**** DATA RECORDS

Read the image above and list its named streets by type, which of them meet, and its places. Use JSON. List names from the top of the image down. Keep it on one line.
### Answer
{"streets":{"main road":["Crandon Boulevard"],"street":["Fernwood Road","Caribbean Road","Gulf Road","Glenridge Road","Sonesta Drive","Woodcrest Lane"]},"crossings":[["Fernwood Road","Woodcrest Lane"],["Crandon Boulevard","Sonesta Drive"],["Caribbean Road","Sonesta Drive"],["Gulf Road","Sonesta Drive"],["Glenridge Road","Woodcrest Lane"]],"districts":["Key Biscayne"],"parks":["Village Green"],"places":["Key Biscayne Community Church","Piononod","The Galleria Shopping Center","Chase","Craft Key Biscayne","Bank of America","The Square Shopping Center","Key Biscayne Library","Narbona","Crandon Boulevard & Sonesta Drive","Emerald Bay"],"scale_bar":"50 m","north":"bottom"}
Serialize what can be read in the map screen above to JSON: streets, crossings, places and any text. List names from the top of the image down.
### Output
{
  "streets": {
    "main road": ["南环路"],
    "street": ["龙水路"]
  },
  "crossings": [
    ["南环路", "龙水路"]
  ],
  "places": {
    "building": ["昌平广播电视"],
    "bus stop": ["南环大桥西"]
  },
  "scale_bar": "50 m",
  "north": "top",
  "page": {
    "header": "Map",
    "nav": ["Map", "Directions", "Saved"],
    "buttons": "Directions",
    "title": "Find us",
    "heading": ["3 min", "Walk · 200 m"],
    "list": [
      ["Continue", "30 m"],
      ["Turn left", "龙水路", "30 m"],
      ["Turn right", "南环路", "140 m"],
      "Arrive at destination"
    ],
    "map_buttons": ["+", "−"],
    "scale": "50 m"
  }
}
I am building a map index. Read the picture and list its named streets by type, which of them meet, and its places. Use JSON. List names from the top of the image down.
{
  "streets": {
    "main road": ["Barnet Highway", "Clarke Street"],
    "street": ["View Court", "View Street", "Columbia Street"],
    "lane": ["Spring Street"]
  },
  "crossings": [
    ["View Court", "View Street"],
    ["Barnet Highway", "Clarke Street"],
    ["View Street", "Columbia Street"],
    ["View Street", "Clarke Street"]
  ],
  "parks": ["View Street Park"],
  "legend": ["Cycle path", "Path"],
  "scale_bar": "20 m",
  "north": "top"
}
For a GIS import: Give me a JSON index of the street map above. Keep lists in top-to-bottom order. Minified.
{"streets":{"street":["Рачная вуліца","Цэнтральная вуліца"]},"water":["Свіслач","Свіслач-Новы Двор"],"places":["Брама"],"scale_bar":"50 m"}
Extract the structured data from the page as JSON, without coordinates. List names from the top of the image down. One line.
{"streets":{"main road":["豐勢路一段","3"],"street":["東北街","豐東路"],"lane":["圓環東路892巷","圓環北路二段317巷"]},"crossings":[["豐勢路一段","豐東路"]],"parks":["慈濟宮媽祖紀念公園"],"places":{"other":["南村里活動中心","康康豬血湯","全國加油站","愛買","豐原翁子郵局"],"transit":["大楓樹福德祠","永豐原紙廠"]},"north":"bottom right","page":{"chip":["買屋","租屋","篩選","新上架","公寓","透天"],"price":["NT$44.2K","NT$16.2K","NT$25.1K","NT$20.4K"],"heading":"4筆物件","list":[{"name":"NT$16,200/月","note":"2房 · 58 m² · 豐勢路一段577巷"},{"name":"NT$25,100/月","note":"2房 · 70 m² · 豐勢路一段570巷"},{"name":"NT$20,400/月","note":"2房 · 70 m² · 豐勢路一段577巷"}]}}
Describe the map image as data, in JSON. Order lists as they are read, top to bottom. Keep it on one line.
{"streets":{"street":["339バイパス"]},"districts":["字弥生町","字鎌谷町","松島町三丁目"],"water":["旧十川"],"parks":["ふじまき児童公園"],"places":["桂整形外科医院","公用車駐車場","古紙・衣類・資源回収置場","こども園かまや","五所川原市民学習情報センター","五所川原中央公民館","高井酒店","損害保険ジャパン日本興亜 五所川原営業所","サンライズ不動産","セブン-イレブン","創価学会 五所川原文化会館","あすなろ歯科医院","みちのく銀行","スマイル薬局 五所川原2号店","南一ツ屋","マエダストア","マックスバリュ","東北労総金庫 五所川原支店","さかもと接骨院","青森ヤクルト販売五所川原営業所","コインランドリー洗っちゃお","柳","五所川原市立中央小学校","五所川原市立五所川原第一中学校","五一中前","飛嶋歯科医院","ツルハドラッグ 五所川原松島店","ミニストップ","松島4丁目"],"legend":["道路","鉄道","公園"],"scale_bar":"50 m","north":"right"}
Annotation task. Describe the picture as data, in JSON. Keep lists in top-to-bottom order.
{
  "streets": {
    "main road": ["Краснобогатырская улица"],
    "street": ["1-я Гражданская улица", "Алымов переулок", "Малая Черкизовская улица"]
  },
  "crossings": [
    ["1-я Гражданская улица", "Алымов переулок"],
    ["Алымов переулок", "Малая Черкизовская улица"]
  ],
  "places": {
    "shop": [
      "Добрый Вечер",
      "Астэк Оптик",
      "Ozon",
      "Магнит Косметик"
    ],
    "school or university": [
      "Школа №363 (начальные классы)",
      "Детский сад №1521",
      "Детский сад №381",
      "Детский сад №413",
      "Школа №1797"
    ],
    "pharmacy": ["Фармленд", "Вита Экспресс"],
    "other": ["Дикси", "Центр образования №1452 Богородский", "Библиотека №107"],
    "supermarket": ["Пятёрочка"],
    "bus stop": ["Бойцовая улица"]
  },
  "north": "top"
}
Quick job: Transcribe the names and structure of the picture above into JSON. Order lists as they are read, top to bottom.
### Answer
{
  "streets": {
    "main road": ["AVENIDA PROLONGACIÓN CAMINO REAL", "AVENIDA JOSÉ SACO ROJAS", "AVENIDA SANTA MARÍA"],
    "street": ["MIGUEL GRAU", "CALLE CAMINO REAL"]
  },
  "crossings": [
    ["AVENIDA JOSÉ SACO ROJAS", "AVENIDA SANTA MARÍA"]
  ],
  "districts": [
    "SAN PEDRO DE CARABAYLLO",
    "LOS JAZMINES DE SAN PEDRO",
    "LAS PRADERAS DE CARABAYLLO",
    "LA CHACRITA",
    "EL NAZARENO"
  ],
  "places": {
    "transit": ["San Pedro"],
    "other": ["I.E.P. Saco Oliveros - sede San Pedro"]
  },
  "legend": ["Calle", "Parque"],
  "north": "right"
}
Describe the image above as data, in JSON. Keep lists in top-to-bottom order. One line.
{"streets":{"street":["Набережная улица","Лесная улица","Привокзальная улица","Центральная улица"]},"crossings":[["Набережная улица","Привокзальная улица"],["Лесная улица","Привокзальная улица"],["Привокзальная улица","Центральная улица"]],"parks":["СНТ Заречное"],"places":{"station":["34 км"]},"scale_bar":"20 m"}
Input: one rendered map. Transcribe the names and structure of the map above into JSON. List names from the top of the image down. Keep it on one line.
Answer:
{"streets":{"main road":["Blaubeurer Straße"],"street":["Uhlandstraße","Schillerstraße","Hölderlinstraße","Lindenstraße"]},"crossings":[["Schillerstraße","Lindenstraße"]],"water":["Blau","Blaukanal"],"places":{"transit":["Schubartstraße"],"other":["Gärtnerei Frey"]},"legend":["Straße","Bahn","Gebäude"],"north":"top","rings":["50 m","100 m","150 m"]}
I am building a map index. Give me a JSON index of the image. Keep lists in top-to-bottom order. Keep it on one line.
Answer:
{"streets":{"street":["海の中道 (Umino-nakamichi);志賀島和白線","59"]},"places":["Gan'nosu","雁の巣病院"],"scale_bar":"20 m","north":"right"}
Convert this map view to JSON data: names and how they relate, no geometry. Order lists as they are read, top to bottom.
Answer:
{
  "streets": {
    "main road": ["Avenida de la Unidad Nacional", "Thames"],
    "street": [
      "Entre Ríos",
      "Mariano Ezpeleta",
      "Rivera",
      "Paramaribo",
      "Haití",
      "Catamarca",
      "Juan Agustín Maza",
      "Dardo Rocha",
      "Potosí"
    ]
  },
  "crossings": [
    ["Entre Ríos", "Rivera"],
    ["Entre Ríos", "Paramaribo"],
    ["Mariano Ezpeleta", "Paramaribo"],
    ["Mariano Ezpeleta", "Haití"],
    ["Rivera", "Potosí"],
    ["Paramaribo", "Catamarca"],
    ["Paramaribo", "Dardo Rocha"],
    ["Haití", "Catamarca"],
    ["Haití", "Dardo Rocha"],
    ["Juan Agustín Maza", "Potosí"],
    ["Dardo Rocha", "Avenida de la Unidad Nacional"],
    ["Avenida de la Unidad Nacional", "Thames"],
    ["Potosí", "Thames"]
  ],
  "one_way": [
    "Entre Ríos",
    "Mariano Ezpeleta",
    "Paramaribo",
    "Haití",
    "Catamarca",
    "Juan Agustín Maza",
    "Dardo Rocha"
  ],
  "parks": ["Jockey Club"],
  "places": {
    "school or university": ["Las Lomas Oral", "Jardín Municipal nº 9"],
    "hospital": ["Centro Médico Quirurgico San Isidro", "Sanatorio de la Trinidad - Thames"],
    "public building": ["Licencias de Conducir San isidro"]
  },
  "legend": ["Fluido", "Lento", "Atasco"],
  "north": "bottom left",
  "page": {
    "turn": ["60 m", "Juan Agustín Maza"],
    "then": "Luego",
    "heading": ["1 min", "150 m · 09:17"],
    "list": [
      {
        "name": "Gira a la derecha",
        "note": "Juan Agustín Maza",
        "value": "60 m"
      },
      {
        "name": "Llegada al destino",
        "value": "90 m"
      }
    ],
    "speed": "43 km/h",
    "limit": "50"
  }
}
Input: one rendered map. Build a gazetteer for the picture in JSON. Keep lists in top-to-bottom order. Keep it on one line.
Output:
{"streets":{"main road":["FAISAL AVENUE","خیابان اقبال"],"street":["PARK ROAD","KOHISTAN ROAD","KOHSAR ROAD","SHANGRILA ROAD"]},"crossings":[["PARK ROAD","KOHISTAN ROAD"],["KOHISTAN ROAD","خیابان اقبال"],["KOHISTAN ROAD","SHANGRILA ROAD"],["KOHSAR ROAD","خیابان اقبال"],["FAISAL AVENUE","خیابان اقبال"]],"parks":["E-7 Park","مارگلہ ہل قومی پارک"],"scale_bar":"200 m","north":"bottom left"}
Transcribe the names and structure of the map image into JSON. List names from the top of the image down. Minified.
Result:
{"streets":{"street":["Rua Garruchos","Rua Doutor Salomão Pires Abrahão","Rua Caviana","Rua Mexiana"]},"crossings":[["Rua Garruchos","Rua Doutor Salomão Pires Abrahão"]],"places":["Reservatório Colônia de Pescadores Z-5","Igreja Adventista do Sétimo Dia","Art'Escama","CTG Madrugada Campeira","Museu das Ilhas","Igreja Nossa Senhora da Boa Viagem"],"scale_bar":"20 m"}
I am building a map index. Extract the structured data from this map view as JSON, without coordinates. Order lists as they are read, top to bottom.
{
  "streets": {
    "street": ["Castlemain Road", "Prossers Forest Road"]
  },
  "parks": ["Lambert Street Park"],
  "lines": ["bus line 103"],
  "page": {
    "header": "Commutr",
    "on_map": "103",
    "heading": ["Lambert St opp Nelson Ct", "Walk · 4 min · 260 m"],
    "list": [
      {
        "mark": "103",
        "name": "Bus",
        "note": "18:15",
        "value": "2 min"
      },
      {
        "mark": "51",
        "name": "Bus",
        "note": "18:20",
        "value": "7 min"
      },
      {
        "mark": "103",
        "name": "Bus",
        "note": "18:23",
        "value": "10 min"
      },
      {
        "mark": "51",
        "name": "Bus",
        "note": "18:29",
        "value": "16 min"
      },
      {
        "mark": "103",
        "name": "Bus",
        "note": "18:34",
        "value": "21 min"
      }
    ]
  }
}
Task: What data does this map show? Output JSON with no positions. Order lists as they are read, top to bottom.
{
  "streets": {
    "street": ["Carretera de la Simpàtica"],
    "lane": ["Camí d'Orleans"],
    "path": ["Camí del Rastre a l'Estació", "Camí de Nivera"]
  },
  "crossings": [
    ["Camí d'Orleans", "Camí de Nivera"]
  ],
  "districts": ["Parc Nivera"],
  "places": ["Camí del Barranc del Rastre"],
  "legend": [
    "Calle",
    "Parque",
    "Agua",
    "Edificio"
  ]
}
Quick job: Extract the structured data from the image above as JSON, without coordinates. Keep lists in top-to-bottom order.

********

PROMPT:
Word for word, restate the lines of the data above that fall between the line holding "I am building a map index. Give" and the line holding "Convert this map", inclusive, and no other lines.

TASK ANSWER:
I am building a map index. Give me a JSON index of the image. Keep lists in top-to-bottom order. Keep it on one line.
Answer:
{"streets":{"street":["海の中道 (Umino-nakamichi);志賀島和白線","59"]},"places":["Gan'nosu","雁の巣病院"],"scale_bar":"20 m","north":"right"}
Convert this map view to JSON data: names and how they relate, no geometry. Order lists as they are read, top to bottom.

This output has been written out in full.